Contaminé au Mali, l'homme atteint de la rage était en réanimation dans un hôpital d'Île de France.

Un homme est mort de la rage hier en Île de France

La rage humaine est très rare en France métropolitaine. Aucun cas n'avait été déclaré depuis 2003, et aucune contamination n'avait eu lieu sur le territoire français depuis 1924.
Un cas probablement dû à une morsure de chauve-souris avait été signalé en Guyane en 2008.

Mais la rage n'est pas éradiquée de tous les pays, et elle est endémique (c'est-à-dire qu'elle sévit en permanence) en Afrique et en Asie, où d'après l'OMS, elle tue chaque année 55.000 personnes.
Entre 1970 et 2005, une vingtaine de personnes contaminées à l'étranger ont été enregistrées en France (source Institut de Veille Sanitaire).

Selon l'Institut Pasteur, "en 20 ans, le nombre de traitements après exposition chez des voyageurs mordus en zone d'endémie a plus que doublé". 

La contamination
La rage se transmet généralement par contact avec un animal infecté, le plus souvent un chien, mais aussi une chauve-souris, un renard, ... La contamination se fait souvent par morsure, mais aussi par léchage sur une peau écorchée ou sur une muqueuse : le virus de la rage, qui appartient au genre Lyssavirus, est en effet présent dans la salive de l'animal en fin de maladie.
La rage peut exceptionnellement se transmettre d'homme à homme. 

Les symptômes de la rage
Le virus de la rage agit sur le système nerveux et perturbe les neurones (on dit qu'il est neurotrope) sans provoquer de lésions visibles sur le cerveau.
L'incubation dure de quelques jours à quelques mois au bout desquels la personne atteinte commence à présenter des signes d'encéphalite (inflammation de l'encéphale, c'est à dire du cerveau).
Les premiers symptômes sont le plus souvent une dysphagie (difficulté à avaler) associée à divers troubles neuropsychiatriques, notamment l'agitation et l'anxiété.
On note parfois une hydrophobie (peur irraisonnée de l'eau).
En quelques jours, ou quelques semaines, l'évolution de la maladie se fait vers le coma, puis la mort.
La rage est toujours mortelle, généralement par arrêt respiratoire, si aucun traitement n'est administré dès la contamination.

Le traitement de la rage

  • La 1ère phase du traitement n'est pas spécifique de la rage :
    • nettoyage des plaies
    • antibiothérapie
    • prophylaxie antitétanique (prévention contre le tétanos)
  • Elle est suivie d'un traitement spécifique :
    • vaccination, avec dans certains cas une sérothérapie antirabique : 4 ou 5 injections intramusculaires réparties sur 1 mois.

Le traitement doit être mis en place le plus rapidement possible après l'exposition au virus de la rage, et avant l'apparition des premiers symptômes : il est trop tard pour appliquer le traitement dès lors que les symptômes de la maladie apparaissent, et l'issue est alors toujours fatale.

C'est pourquoi le traitement est mis en route au moindre doute de contamination, en application du principe de précaution.

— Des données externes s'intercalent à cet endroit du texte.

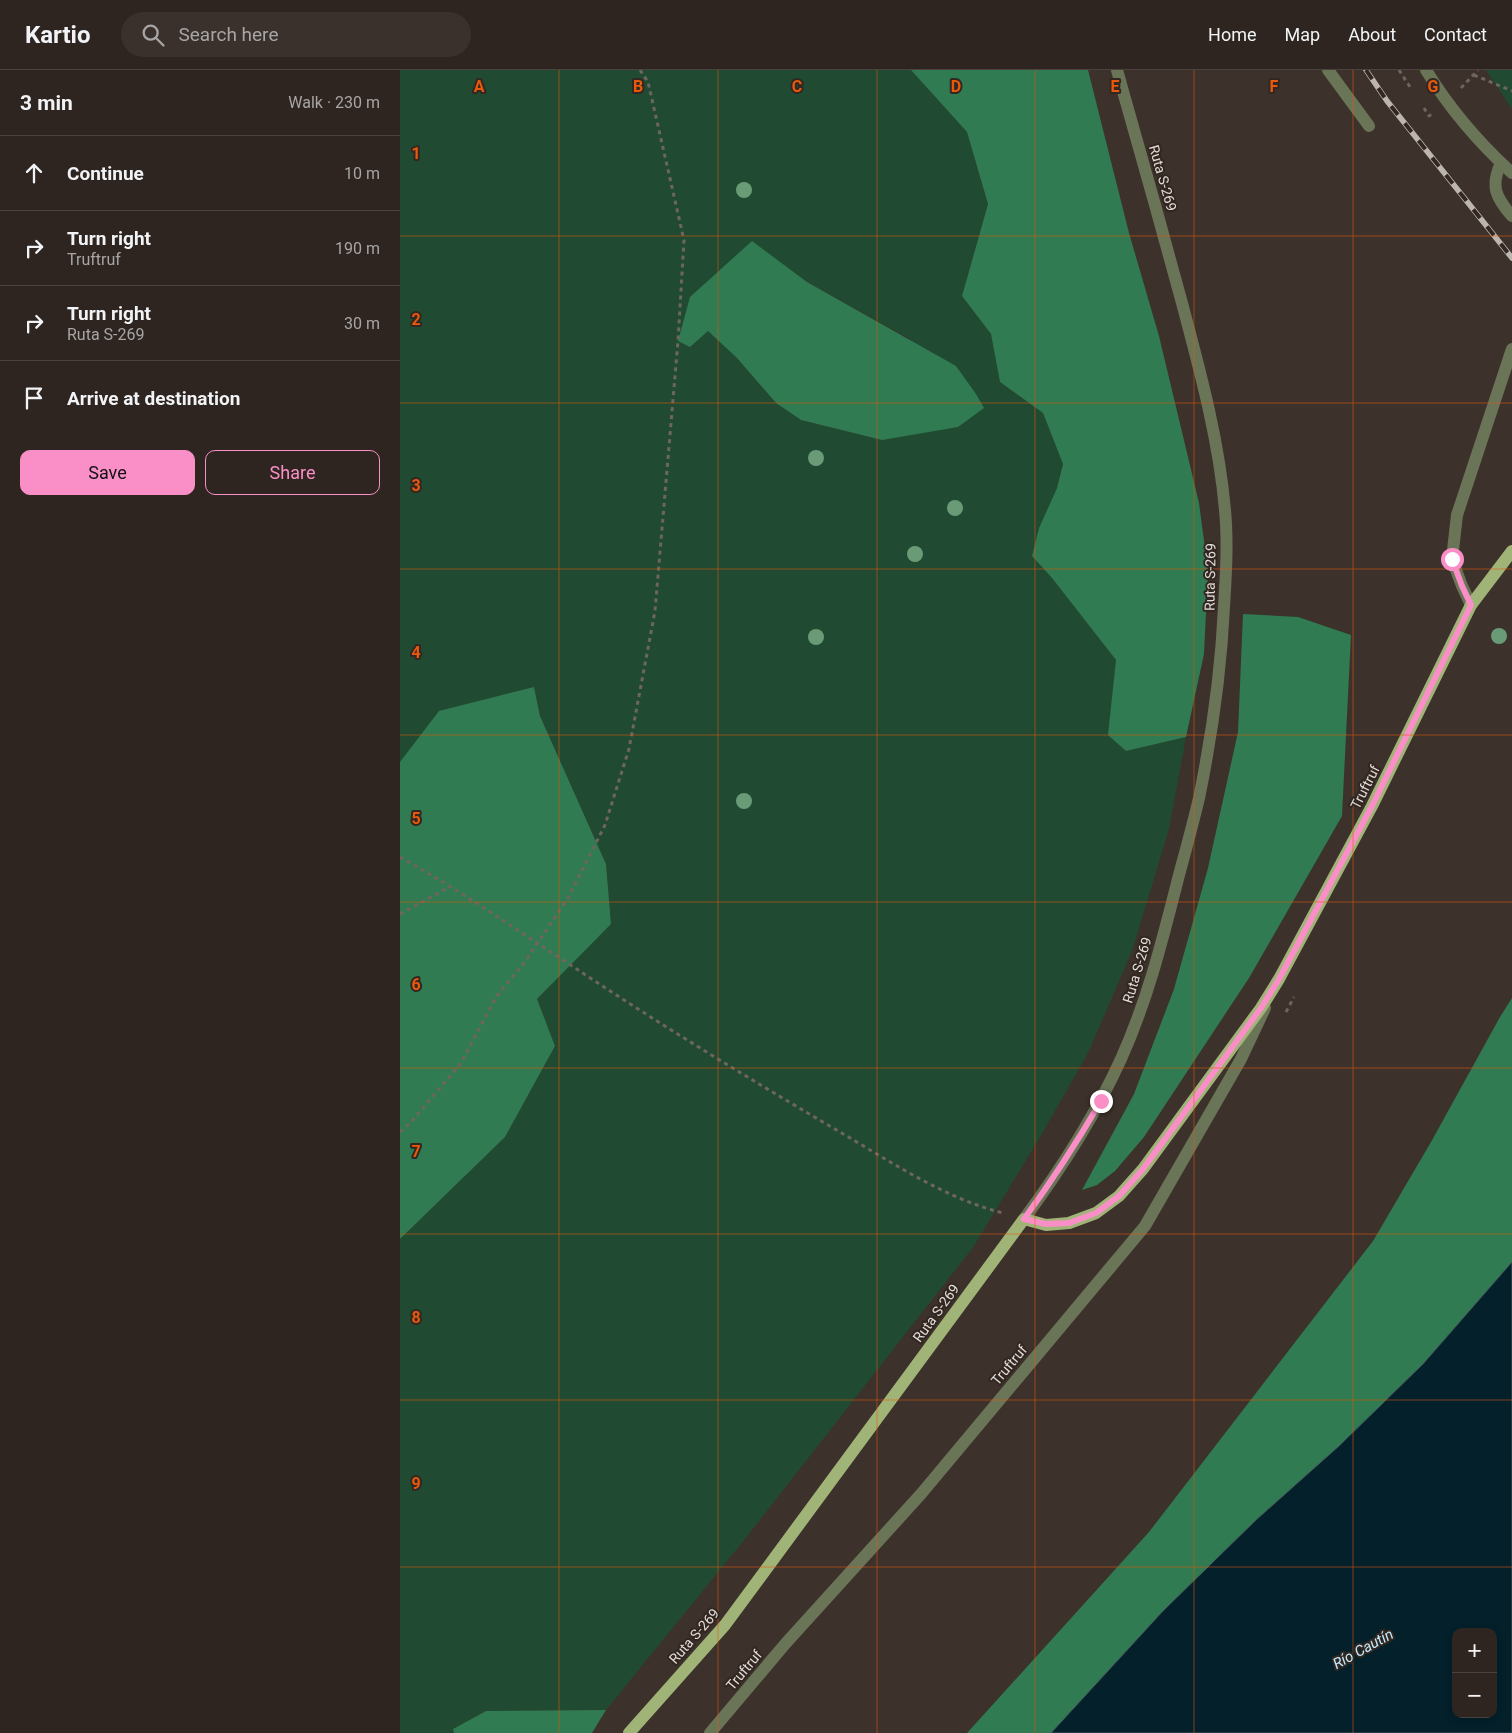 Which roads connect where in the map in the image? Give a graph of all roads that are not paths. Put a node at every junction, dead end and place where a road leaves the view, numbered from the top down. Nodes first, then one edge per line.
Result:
1 (1117, 70) edge
2 (1328, 70) edge
3 (1426, 70) edge
4 (1369, 126) dead end
5 (1501, 163) junction
6 (1512, 173) edge
7 (1512, 216) edge
8 (1512, 349) edge
9 (1512, 551) edge
10 (1471, 605) junction
11 (1279, 979) junction
12 (1024, 1219) junction
13 (629, 1733) edge
14 (710, 1733) edge

1 - 12 street, Ruta S-269
2 - 4 street
3 - 5 street
5 - 6 street
5 - 7 street
8 - 10 street
9 - 10 main road, Truftruf
10 - 11 main road, Truftruf
11 - 12 main road, Truftruf
11 - 14 street, Truftruf
12 - 13 main road, Ruta S-269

Les personnes qui sont traitées ne sont donc pas toutes contaminées de façon certaine, mais elles ont été exposées au virus.

Chaque année, en France, plusieurs centaines de personnes reçoivent un traitement antirabique de précaution en cas de morsure par un animal suspect. On en compte 17 millions dans le monde.

Dans le cas de l'homme qui vient de décéder, toutes les personnes ayant été en contact avec lui ont été identifiées et informées.
Le Ministère de la Santé précise que "bien qu'aucun cas de transmission interhumaine directe n'ait été constaté, le personnel soignant et la famille proche ont été pris en charge et dirigés vers un centre antirabique pour évaluer la pertinence d'une vaccination".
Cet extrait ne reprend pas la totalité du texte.